Re: [syzbot] [mm?] [f2fs?] [exfat?] memory leak in __kfree_rcu_sheaf

From: Catalin Marinas

Date: Fri Mar 06 2026 - 14:35:15 EST


On Wed, Mar 04, 2026 at 02:39:47PM +0100, Vlastimil Babka (SUSE) wrote:
> On 3/4/26 2:30 AM, Harry Yoo wrote:
> > [+Cc adding Catalin for kmemleak bits]
> > On Mon, Mar 02, 2026 at 09:39:48AM +0100, Vlastimil Babka (SUSE) wrote:
> >> On 3/2/26 04:41, Qing Wang wrote:
> >>> #syz test
> >>>
> >>> diff --git a/mm/slub.c b/mm/slub.c
> >>> index cdc1e652ec52..387979b89120 100644
> >>> --- a/mm/slub.c
> >>> +++ b/mm/slub.c
> >>> @@ -6307,15 +6307,21 @@ bool __kfree_rcu_sheaf(struct kmem_cache *s, void *obj)
> >>> goto fail;
> >>>
> >>> if (!local_trylock(&s->cpu_sheaves->lock)) {
> >>> - barn_put_empty_sheaf(barn, empty);
> >>> + if (barn && data_race(barn->nr_empty) < MAX_EMPTY_SHEAVES)
> >>> + barn_put_empty_sheaf(barn, empty);
> >>> + else
> >>> + free_empty_sheaf(s, empty);
> >>> goto fail;
> >>> }
> >>>
> >>> pcs = this_cpu_ptr(s->cpu_sheaves);
> >>>
> >>> - if (unlikely(pcs->rcu_free))
> >>> - barn_put_empty_sheaf(barn, empty);
> >>> - else
> >>> + if (unlikely(pcs->rcu_free)) {
> >>> + if (barn && data_race(barn->nr_empty) < MAX_EMPTY_SHEAVES)
> >>> + barn_put_empty_sheaf(barn, empty);
> >>> + else
> >>> + free_empty_sheaf(s, empty);
> >>> + } else
> >>> pcs->rcu_free = empty;
> >>> }
> >>
> >> I don't think this would fix any leak, and syzbot agrees.
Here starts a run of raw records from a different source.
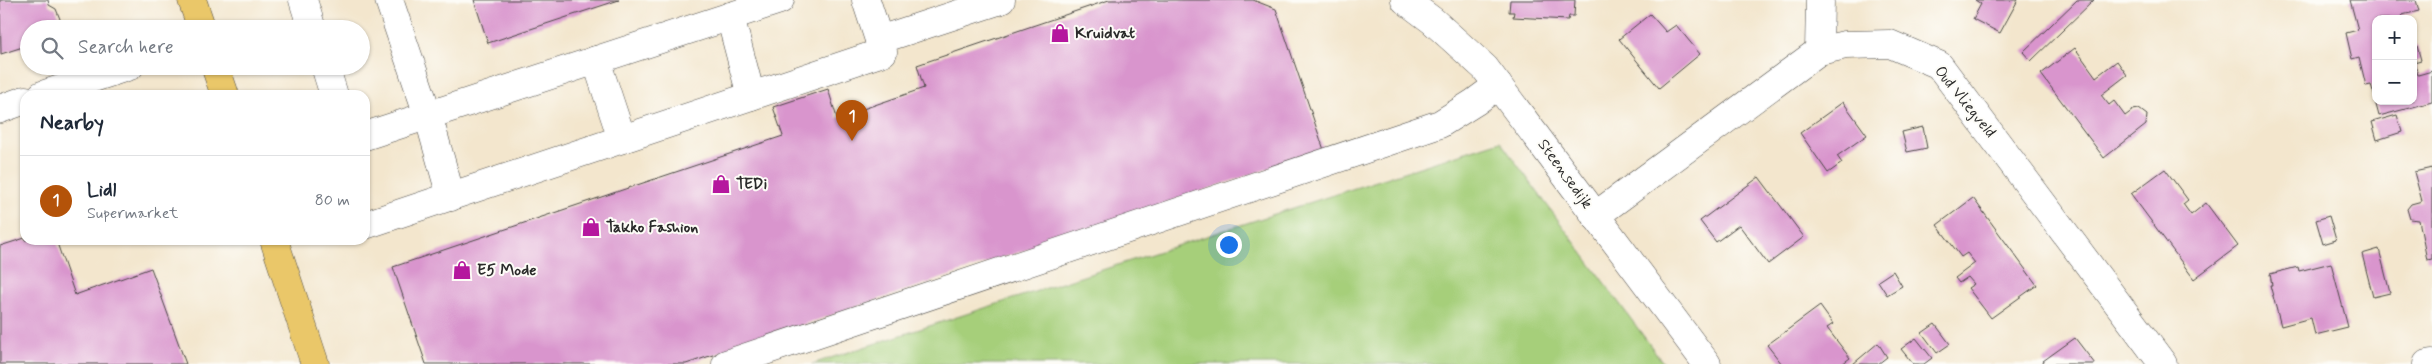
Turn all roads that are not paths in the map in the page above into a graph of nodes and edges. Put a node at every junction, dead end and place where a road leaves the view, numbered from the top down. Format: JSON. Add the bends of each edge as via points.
{"nodes":[{"id":1,"x":192,"y":0,"type":"edge"},
{"id":2,"x":303,"y":0,"type":"edge"},
{"id":3,"x":389,"y":0,"type":"edge"},
{"id":4,"x":780,"y":0,"type":"edge"},
{"id":5,"x":866,"y":0,"type":"edge"},
{"id":6,"x":1001,"y":0,"type":"edge"},
{"id":7,"x":1820,"y":0,"type":"edge"},
{"id":8,"x":1414,"y":3,"type":"edge"},
{"id":9,"x":730,"y":16,"type":"junction"},
{"id":10,"x":199,"y":20,"type":"edge"},
{"id":11,"x":309,"y":20,"type":"edge"},
{"id":12,"x":879,"y":40,"type":"junction"},
{"id":13,"x":1819,"y":51,"type":"junction"},
{"id":14,"x":596,"y":60,"type":"junction"},
{"id":15,"x":103,"y":75,"type":"edge"},
{"id":16,"x":218,"y":75,"type":"edge"},
{"id":17,"x":328,"y":75,"type":"edge"},
{"id":18,"x":1498,"y":85,"type":"junction"},
{"id":19,"x":57,"y":90,"type":"edge"},
{"id":20,"x":223,"y":90,"type":"edge"},
{"id":21,"x":332,"y":90,"type":"edge"},
{"id":22,"x":751,"y":96,"type":"junction"},
{"id":23,"x":20,"y":102,"type":"edge"},
{"id":24,"x":0,"y":108,"type":"edge"},
{"id":25,"x":428,"y":115,"type":"junction"},
{"id":26,"x":370,"y":134,"type":"edge"},
{"id":27,"x":622,"y":139,"type":"junction"},
{"id":28,"x":451,"y":197,"type":"junction"},
{"id":29,"x":1595,"y":216,"type":"junction"},
{"id":30,"x":370,"y":223,"type":"edge"},
{"id":31,"x":276,"y":245,"type":"edge"},
{"id":32,"x":2432,"y":363,"type":"edge"},
{"id":33,"x":315,"y":364,"type":"edge"},
{"id":34,"x":726,"y":364,"type":"edge"},
{"id":35,"x":1707,"y":364,"type":"edge"},
{"id":36,"x":2163,"y":364,"type":"edge"},
{"id":37,"x":2427,"y":364,"type":"edge"}],
"edges":[{"from":1,"to":10,"type":"main road"},
{"from":2,"to":11,"type":"street"},
{"from":3,"to":25,"type":"street"},
{"from":4,"to":9,"type":"street"},
{"from":5,"to":12,"type":"street"},
{"from":6,"to":12,"type":"street"},
{"from":7,"to":13,"type":"street"},
{"from":8,"to":18,"type":"street","name":"Steensedijk","via":[[1485,68]]},
{"from":9,"to":14,"type":"street"},
{"from":9,"to":22,"type":"street"},
{"from":12,"to":22,"type":"street","via":[[883,52]]},
{"from":13,"to":29,"type":"street","name":"Oud Vliegveld"},
{"from":13,"to":36,"type":"street","name":"Oud Vliegveld","via":[[1845,45],[1890,44],[1940,65]]},
{"from":14,"to":25,"type":"street"},
{"from":14,"to":27,"type":"street"},
{"from":15,"to":19,"type":"street"},
{"from":16,"to":20,"type":"main road"},
{"from":17,"to":21,"type":"street"},
{"from":18,"to":29,"type":"street","name":"Steensedijk"},
{"from":18,"to":34,"type":"street","via":[[1440,124]]},
{"from":22,"to":27,"type":"street"},
{"from":23,"to":24,"type":"street"},
{"from":25,"to":26,"type":"street"},
{"from":25,"to":28,"type":"street"},
{"from":27,"to":28,"type":"street"},
{"from":28,"to":30,"type":"street"},
{"from":29,"to":35,"type":"street","name":"Steensedijk"},
{"from":31,"to":33,"type":"main road"},
{"from":32,"to":37,"type":"street"}]}
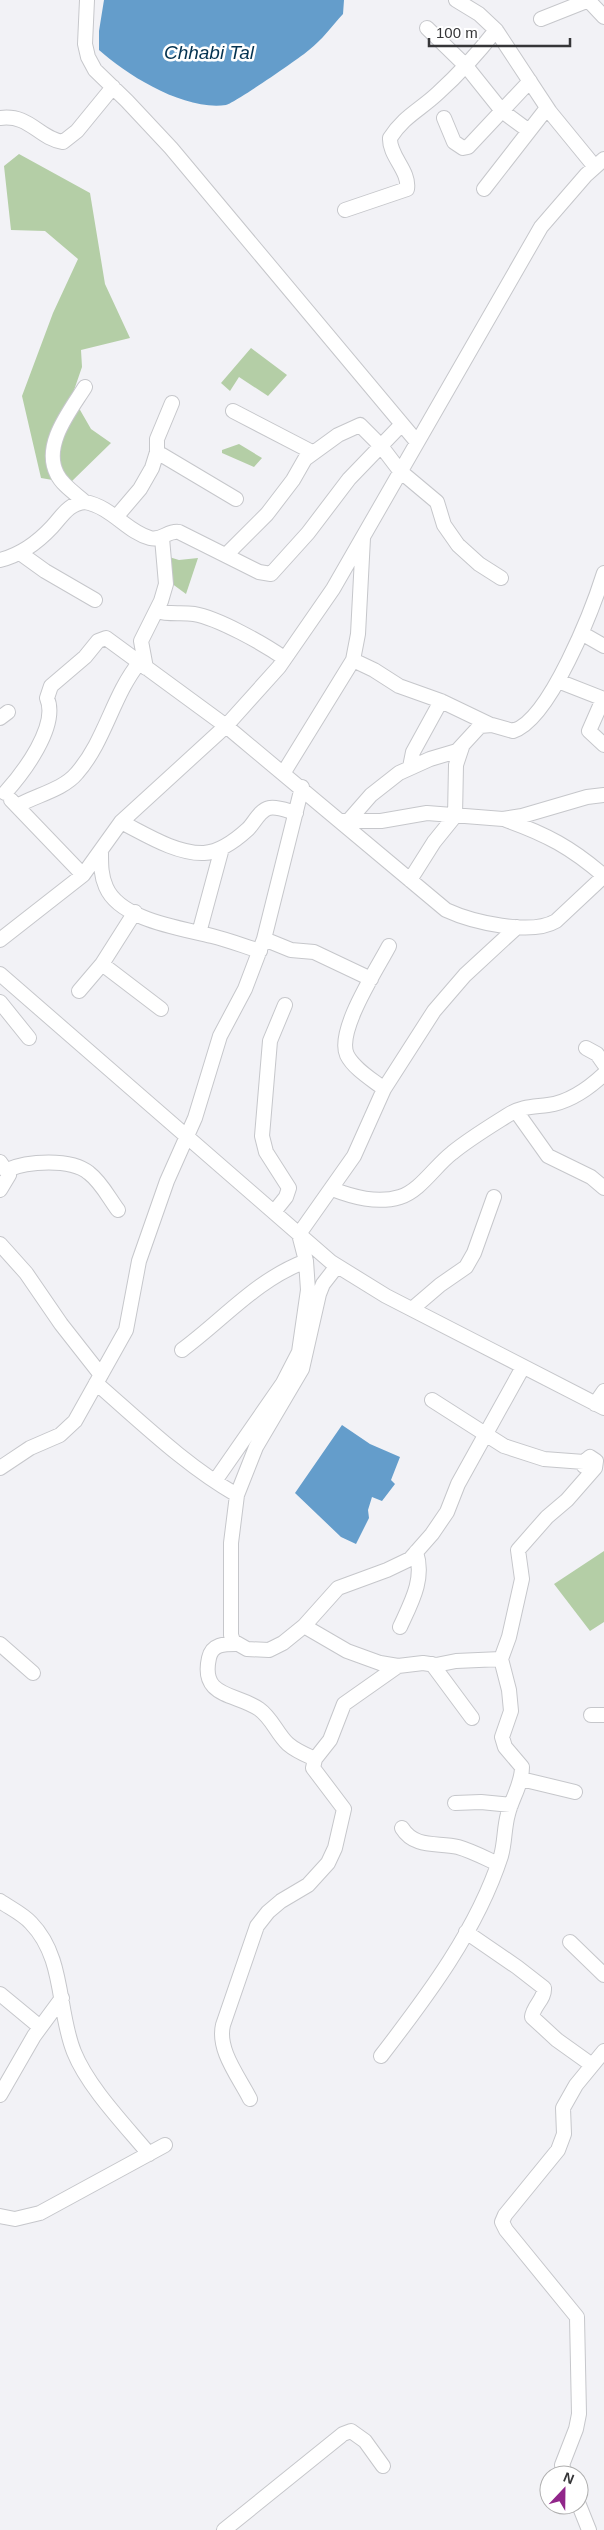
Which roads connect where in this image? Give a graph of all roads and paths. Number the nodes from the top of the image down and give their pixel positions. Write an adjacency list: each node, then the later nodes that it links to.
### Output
1 (87, 0): 10 (street)
2 (456, 0): 7 (street)
3 (589, 0): 4 (street); 5 (street)
4 (604, 17)
5 (541, 19)
6 (427, 28): 8 (street)
7 (496, 30): 8 (street); 9 (street)
8 (466, 66): 12 (street); 18 (street)
9 (530, 81): 11 (street); 12 (street)
10 (113, 87): 13 (street); 22 (street)
11 (547, 108): 15 (street); 16 (street)
12 (502, 111): 14 (street); 15 (street)
13 (0, 118)
14 (444, 118)
15 (528, 131): 17 (street)
16 (600, 163): 23 (street)
17 (484, 189)
18 (346, 210)
19 (85, 387): 29 (street)
20 (172, 404): 25 (street)
21 (233, 411): 26 (street)
22 (402, 424): 23 (street); 24 (street)
23 (417, 442): 27 (street)
24 (381, 446): 26 (street); 27 (street); 34 (street)
25 (157, 452): 28 (street); 30 (street)
26 (312, 452): 34 (street)
27 (400, 472): 31 (street); 37 (street)
28 (236, 499)
29 (85, 502): 30 (street); 33 (street)
30 (117, 516): 32 (street)
31 (363, 536): 42 (street); 43 (street)
32 (162, 538): 34 (street); 39 (street)
33 (20, 553): 35 (street); 38 (street)
34 (226, 554)
35 (0, 560)
36 (604, 573): 40 (street)
37 (501, 578)
38 (95, 600)
39 (156, 611): 42 (street); 44 (street)
40 (583, 634): 41 (street); 45 (street)
41 (604, 646)
42 (284, 658): 49 (street)
43 (353, 660): 47 (street); 53 (street)
44 (143, 665): 49 (street); 55 (street); 57 (street)
45 (558, 680): 46 (street); 48 (street)
46 (604, 699): 50 (street)
47 (440, 701): 48 (street); 52 (street)
48 (492, 725): 51 (street)
49 (226, 726): 53 (street); 62 (street)
50 (604, 745)
51 (462, 747): 52 (street); 59 (street)
52 (410, 767): 61 (street)
53 (284, 772): 54 (street)
54 (302, 787): 58 (street); 61 (street)
55 (2, 791): 57 (street)
56 (604, 793): 60 (street)
57 (17, 806): 65 (street)
58 (296, 813): 63 (street); 72 (street)
59 (455, 816): 60 (street); 61 (street); 67 (street)
60 (503, 819): 66 (street)
61 (346, 820): 67 (street)
62 (121, 822): 63 (street); 64 (street)
63 (222, 848): 70 (street)
64 (101, 853): 65 (street); 68 (street)
65 (83, 875): 71 (street)
66 (604, 876): 69 (street)
67 (410, 880): 69 (street)
68 (135, 912): 70 (street); 74 (street)
69 (517, 927): 85 (street)
70 (199, 933): 72 (street)
71 (0, 940)
72 (262, 945): 76 (street); 87 (street)
73 (389, 946): 76 (street)
74 (102, 964): 77 (street); 80 (street)
75 (0, 974): 87 (street)
76 (371, 980): 85 (street)
77 (79, 991)
78 (0, 1002): 81 (street)
79 (285, 1005): 94 (street)
80 (161, 1009)
81 (30, 1038)
82 (586, 1048): 83 (street)
83 (604, 1064)
84 (604, 1074): 86 (street)
85 (384, 1089): 91 (street)
86 (516, 1111): 89 (street); 91 (street)
87 (186, 1138): 94 (street); 102 (street)
88 (3, 1166): 90 (street); 93 (street)
89 (604, 1188)
90 (0, 1190)
91 (332, 1190): 95 (street)
92 (494, 1197): 99 (street)
93 (118, 1210)
94 (274, 1212): 95 (street)
95 (299, 1234): 97 (street); 98 (street)
96 (0, 1244): 102 (street)
97 (306, 1261): 100 (street); 109 (street)
98 (337, 1266): 99 (street); 110 (street)
99 (412, 1309): 101 (street)
100 (182, 1350)
101 (523, 1367): 105 (street); 106 (street)
102 (99, 1379): 108 (street); 109 (street)
103 (604, 1391): 105 (street)
104 (432, 1400): 106 (street)
105 (599, 1406)
106 (484, 1436): 107 (street); 111 (street)
107 (596, 1464): 116 (street)
108 (0, 1467)
109 (218, 1484): 110 (street)
110 (236, 1494): 115 (street)
111 (416, 1552): 112 (street); 113 (street)
112 (304, 1626): 115 (street); 118 (street)
113 (400, 1627)
114 (0, 1644): 119 (street)
115 (236, 1644): 121 (street)
116 (501, 1660): 117 (street); 122 (street)
117 (432, 1664): 118 (street); 120 (street)
118 (398, 1666): 121 (street)
119 (33, 1673)
120 (472, 1718)
121 (315, 1759): 139 (street)
122 (521, 1779): 123 (street); 125 (street)
123 (575, 1792)
124 (455, 1803): 125 (street)
125 (512, 1805): 127 (street)
126 (402, 1828): 127 (street)
127 (498, 1864): 129 (street)
128 (0, 1901): 133 (street)
129 (466, 1932): 136 (street); 137 (street)
130 (570, 1942): 131 (street)
131 (604, 1975)
132 (0, 1994): 134 (street)
133 (62, 1998): 134 (street); 141 (street)
134 (40, 2027): 138 (street)
135 (604, 2051): 137 (street)
136 (381, 2056)
137 (592, 2065): 143 (street)
138 (0, 2095)
139 (250, 2099)
140 (165, 2145): 141 (street)
141 (148, 2154): 142 (street)
142 (0, 2216)
143 (562, 2465)
144 (383, 2466): 146 (street)
145 (583, 2515): 147 (street)
146 (224, 2530)
147 (589, 2530)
It would limit the
> >> empty sheaves in barn more strictly, but they are not leaked.
> >> Hm I don't see any leak in __kfree_rcu_sheaf() or rcu_free_sheaf(). Wonder
> >> if kmemleak lacks visibility into barns or pcs's as roots for searching what
> >> objects are considered referenced, or something?
> >
> > Objects that are allocated from slab and percpu allocator should be
> > properly tracked by kmemleak. But those allocated with
> > gfpflags_allow_spinning() == false are not tracked by kmemleak.
> >
> > When barns and sheaves are allocated early (!gfpflags_allow_spinning()
> > due to gfp_allowed_mask) and it skips kmemleak_alloc_recursive(),
> > it could produce false positives because from kmemleak's point of view,
> > the objects are not reachable from the root set (data section, stack,
> > etc.).
>
> Good point.
>
> > To me it seems kmemleak should gain allow_spin == false support
> > sooner or later.
>
> Or we figure out how to deal with the false allow_spin == false during
> boot. Here I'm a bit confused how exactly it happens because AFAICS in
> slub we apply gfp_allowed_mask only when allocating a new slab, and in
> slab_post_alloc_hook() we apply it to init_mask. That is indeed passed
> to kmemleak_alloc_recursive() but not used for the
> gfpflags_allow_spinning() decision. kmemleak_alloc_recursive() should
> succeed because nobody should be holding any locks that would require
> spinning.

I don't fully understand what goes on. If kmemleak_alloc_recursive()
failed to allocate for some reason (other than SLAB_NOLEAKTRACE), it
would loudly disable kmemleak altogether and stop reporting leaks. Also
kmemleak doesn't care about allow_spin, it's only the slub code which
avoids calling kmemleak if spinning not allowed (as it takes some locks,
may call back into the slab allocator).

I wonder whether some early kmem_cache_node allocations like the ones in
early_kmem_cache_node_alloc() are not tracked and then kmemleak cannot
find n->barn. I got lost in the slub code, but something like this:

-----------8<-----------------------------------
diff --git a/mm/slub.c b/mm/slub.c
index 0c906fefc31b..401557ff5487 100644
--- a/mm/slub.c
+++ b/mm/slub.c
@@ -7513,6 +7513,7 @@ static void early_kmem_cache_node_alloc(int node)
slab->freelist = get_freepointer(kmem_cache_node, n);
slab->inuse = 1;
kmem_cache_node->node[node] = n;
+ kmemleak_alloc(n, sizeof(*n), 1, GFP_NOWAIT);
init_kmem_cache_node(n, NULL);
inc_slabs_node(kmem_cache_node, node, slab->objects);

-------------8<----------------------------------------

Another thing I noticed, not sure it's related but we should probably
ignore an object once it has been passed to kvfree_call_rcu(), similar
to what we do on the main path in this function. Also see commit
5f98fd034ca6 ("rcu: kmemleak: Ignore kmemleak false positives when
RCU-freeing objects") when we added this kmemleak_ignore().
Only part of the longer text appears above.